What about first impressions of the student? What might you conclude, from the photo below? The principal was a thoroughly British, scholarly gentleman, pretty stern-looking to me, and I don’t remember him being “impressed” in any way with me. But I had a flexible mix of English, since I spoke pretty fluent American English at home with mom, and had varied British, American and English-speaking Hong Kong friends that I had to communicate with. I suspect that my language skills were probably overall a positive point.
Actually, there was even a kind of affirmative action program in the school for Eurasian (mixed Western-Asian) children, who were discriminated against in society. My mother was American born, but of Chinese ancestry, so even though I was pretty much also a “mixed up” bicultural, even tricultural kid, I’m sure I didn’t really qualify.
事实上，学校里甚至有一种针对在社会上受到歧视的欧亚混血儿的平权行动计划 。我母亲出生在美国，但有中国血统，所以即使我是一个 混合双文化，甚至是三文化的孩子，我确定我真的不够格。
The headmaster finally accepted me, but felt I was too young, so I was diverted for one year to a Chinese school. Even after that, I was still the youngest in class, with its inherent pros and cons. The delay however was likely a good maturation step for me. Since my mother did not know Chinese at all, and I was decidedly English orientated, (British novels and storybooks, and American history and heroes), this move was probably more valuable than I realized.

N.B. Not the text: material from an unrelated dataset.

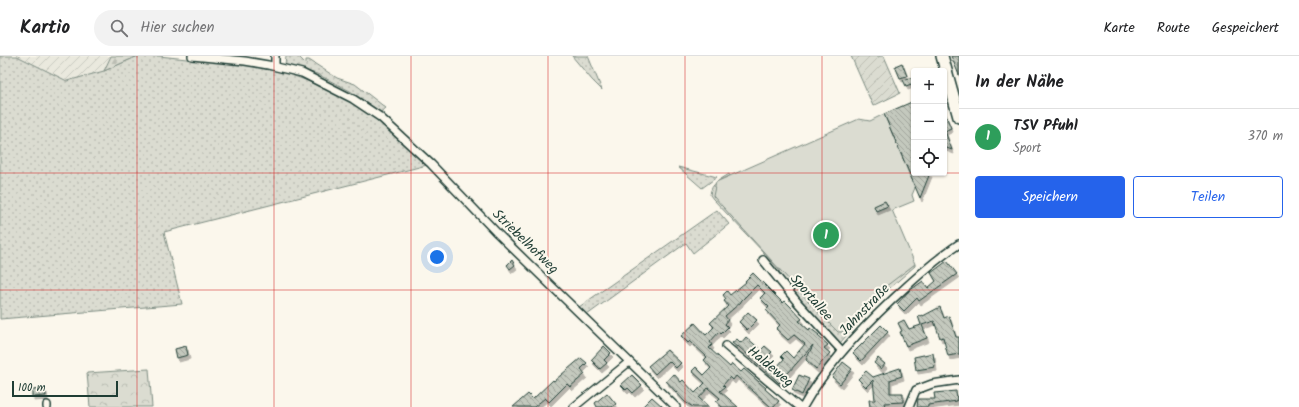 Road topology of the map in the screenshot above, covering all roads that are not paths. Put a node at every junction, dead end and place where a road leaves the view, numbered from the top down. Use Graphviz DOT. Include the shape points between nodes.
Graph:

In the Chinese school, all classes were in Cantonese Chinese, a language as different from the official Mandarin Chinese, as Portuguese is from Spanish. However, it was one positive step along my Chinese language journey. Later on, in my 50s, when I tried to learn (Mandarin) Chinese on my own, especially during my China medical mission phase, some words and phrases I picked up that one year in the Chinese school, probably gave me some unconscious childhood “language priming.”
Clearly, my school selection was really quite different from the modern-day Hong Kong/Asian hyper-exam driven system. Unimaginable today! Actually, I don’t even remember dad and mom ever really pushing me to study anyway, (strange parents), so exams might even have weakened my application!
Getting into a good school in Asia, unfortunately, might indeed set you up for life. Hence the great pressure to get into the “best schools.” I guess that could be reality in much of the world, even in parts of so-called egalitarian America. Maybe it is “less important” in general in America, because the options are greater, but inequalities often begin, unfortunately, quite young.
When Jesus famously said, “don’t forbid the little children from coming to me,” it was part of a broader perspective, that all children are precious to God, and should be preciously nurtured. Which fits perfectly my baby doctor bias! Good schools are truly important, hot peppers in the womb, less so.